A nationwide round of applause is set to take place on Sunday evening to mark the 72nd anniversary of the National Health Service.
On the eve of the event, Britons observed a minute's silence and lit a candle in memory of those who have died during the coronavirus pandemic.
Boris Johnson took part, with Downing Street lighting up in blue on Saturday night as a candle burned at the Prime Minister's official residence at 9pm.
Mr Johnson will meet NHS workers in the Number 10 garden on Sunday afternoon.
At a Downing Street press conference on Friday, he urged the public to clap for "those who have worked tirelessly and selflessly to help the nation get through this pandemic".
The Prince of Wales and Labour leader Sir Kier Starmer also paid tribute to the NHS.
Other public buildings including Royal Albert Hall, Blackpool Tower, the Shard and the Wembley Arch were lit up in blue in tribute to the NHS.
The NHS represents the very best of us and we will always be there to support it. https://t.co/9LlBSYaosr— Boris Johnson #StayAlert (@BorisJohnson) July 4, 2020
The nationwide clap follows the success of the weekly Clap for Carers during the coronavirus outbreak and it is hoped that the applause, which is planned for 5pm on Sunday, will become an annual tradition.
NHS chief executive Sir Simon Stevens said he hoped the public would use the anniversary as an opportunity to "say a heartfelt thank you" to hospital staff.
Sir Simon said: "This year has been the most challenging in NHS history, with staff displaying extraordinary dedication, skill and compassion to care for the 100,000 patients with Covid-19 who needed specialist hospital treatment and many others besides.
"During this testing time our nurses, doctors, physios, pharmacists and countless more colleagues were sustained by the support of the public, not least through the weekly applause for key workers.
"No health service, not even the NHS, could have coped alone with this coronavirus pandemic."

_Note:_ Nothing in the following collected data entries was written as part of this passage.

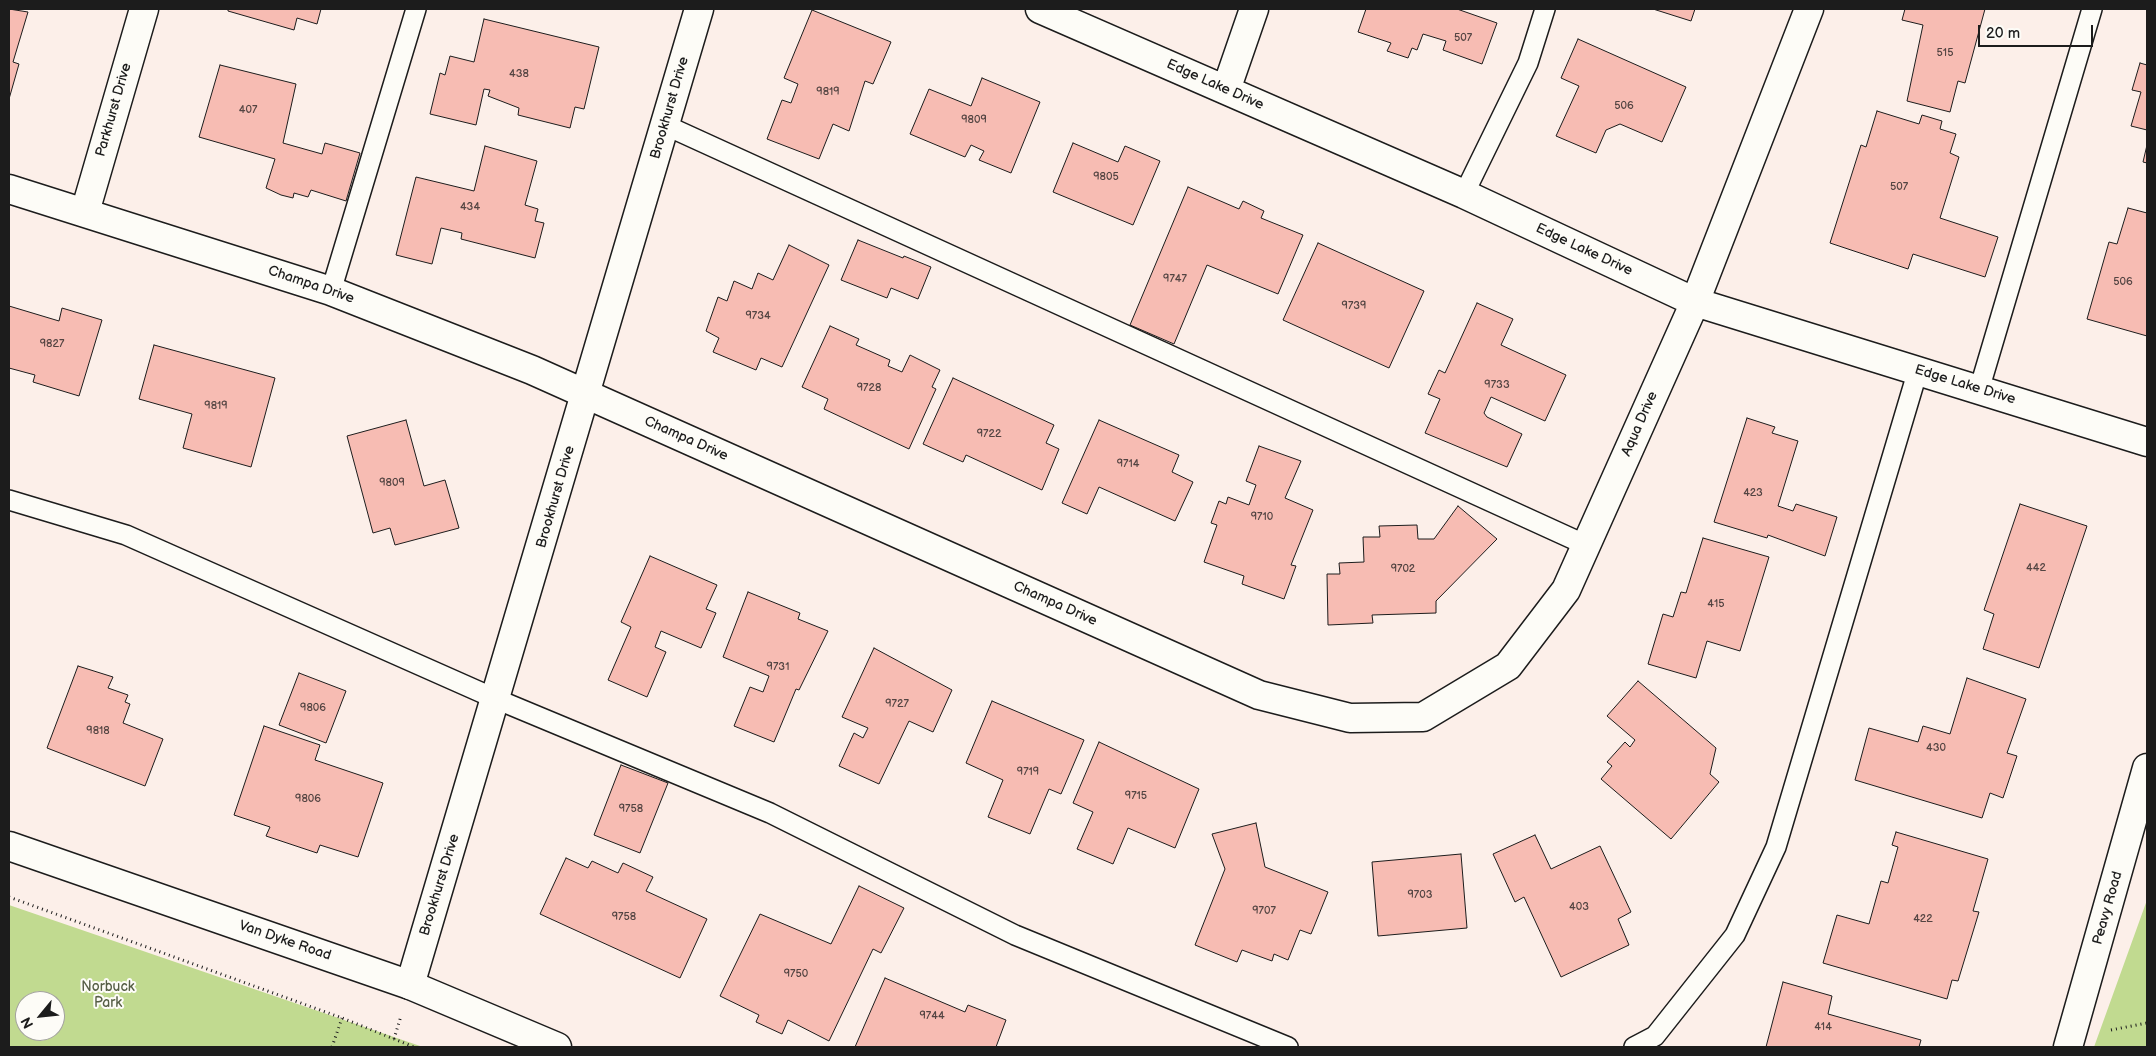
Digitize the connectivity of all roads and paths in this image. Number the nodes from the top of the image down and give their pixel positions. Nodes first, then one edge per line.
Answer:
1 (144, 9) edge
2 (416, 9) edge
3 (699, 9) edge
4 (1040, 9) edge
5 (1254, 9) edge
6 (1545, 9) edge
7 (1809, 9) edge
8 (2092, 9) edge
9 (1226, 90) junction
10 (665, 125) junction
11 (9, 189) edge
12 (1464, 194) junction
13 (85, 212) junction
14 (331, 291) junction
15 (1695, 302) junction
16 (1918, 370) junction
17 (1979, 390) junction
18 (586, 394) junction
19 (2147, 442) edge
20 (9, 500) edge
21 (1586, 545) junction
22 (496, 699) junction
23 (1350, 718) joint
24 (2147, 768) edge
25 (9, 846) edge
26 (9, 897) edge
27 (410, 985) junction
28 (342, 1018) junction
29 (2147, 1023) edge
30 (2111, 1030) dead end
31 (332, 1047) edge
32 (414, 1047) edge
33 (557, 1047) edge
34 (1288, 1047) edge
35 (1634, 1047) edge
36 (2068, 1047) edge

1 - 13 street, Parkhurst Drive
2 - 14 lane
3 - 10 street, Brookhurst Drive
4 - 9 street, Edge Lake Drive
5 - 9 street
6 - 12 lane
7 - 15 street, Aqua Drive
8 - 17 lane
9 - 12 street, Edge Lake Drive
10 - 18 street, Brookhurst Drive
10 - 21 lane
11 - 13 street, Champa Drive
12 - 15 street, Edge Lake Drive
13 - 14 street, Champa Drive
14 - 18 street, Champa Drive
15 - 16 street, Edge Lake Drive
15 - 21 street, Aqua Drive
16 - 17 street, Edge Lake Drive
16 - 35 lane
17 - 19 street, Edge Lake Drive
18 - 22 street, Brookhurst Drive
18 - 23 street, Champa Drive
20 - 22 lane
21 - 23 street, Aqua Drive
22 - 27 street, Brookhurst Drive
22 - 34 lane
24 - 36 street, Peavy Road
25 - 27 street, Van Dyke Road
26 - 28 path
27 - 33 street, Van Dyke Road
28 - 31 path
28 - 32 path
29 - 30 path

The Prince of Wales said: "The current pandemic means that the NHS - and the entire country - has been through the most testing time in the service's history.
"Our remarkably selfless nurses, doctors, paramedics and countless other staff have made costly sacrifices to provide treatment for more than a hundred-thousand patients with coronavirus and thousands more who needed other care.
"And, in tribute to them, we have come together as a nation to thank them for their skill, professionalism and dedication."
The nationwide clap has been organised following a letter from the Together coalition, in which influential figures including Sir Simon and the Archbishop of Canterbury Justin Welby voiced their support for making July 5 an official day of commemoration.
Labour leader Sir Keir Starmer said the health service had a personal resonance for him because his late mother was a nurse and later relied on the NHS as she became ill.
"Many, many times she got gravely ill and it was the NHS that she turned to, and I remember as a boy, a teenager, being in high-dependency units, in intensive-care units, with my mum, watching nurses and other support staff keep my mum alive," he said.
"They did that on more than one occasion - it's etched in my memory. For them, it was just the day job. They were doing that every day.
"So, it's very personal for me and I'm very grateful to the NHS and my mum was very grateful; she loved the NHS through the many decades that she absolutely depended on them."
Tomorrow, on the 72nd birthday of our NHS, I'm joining the rest of the country at 5pm to say thank you to all those who served on the frontline against Covid-19.— Keir Starmer (@Keir_Starmer) July 4, 2020
@togethercoalit #ThankyouTogether pic.twitter.com/sRThMwALqW
Sir Keir said NHS staff needed a pay boost in the wake of the coronavirus outbreak.
He made the call during a virtual rally marking the 72 years of the NHS in which he praised health service staff for their efforts during the pandemic.
"The pride and the thanks that we have for the NHS, which is always there, is reinforced this year by everything that all the staff in the NHS have done in relation to the Covid crisis," he said.
"Of course, we're not through that, and it will be our NHS heroes and the bravery of what they do which will get us through whatever comes next.
"That's why it's very important that we don't just say thanks, but recognise in a meaningful way what the NHS has done.
"And that's why Labour supports those calling on the Government today to make an immediate commitment to talks on a pay rise for NHS workers."
Landmarks across the country will light up blue tonight as we remember those we have sadly lost during the pandemic. Join us by shining a light in your window so we can remember together. 💙 #LightItBlue https://t.co/CjTchp3J1E pic.twitter.com/95jJlyeFKB— NHS England and NHS Improvement (@NHSEngland) July 4, 2020
The comments came after unions representing more than 1.3 million nurses, cleaners, physiotherapists, healthcare assistants, dieticians, radiographers, porters, midwives, paramedics and other NHS employees wrote to the Chancellor and the Prime Minister calling for pay talks to start soon.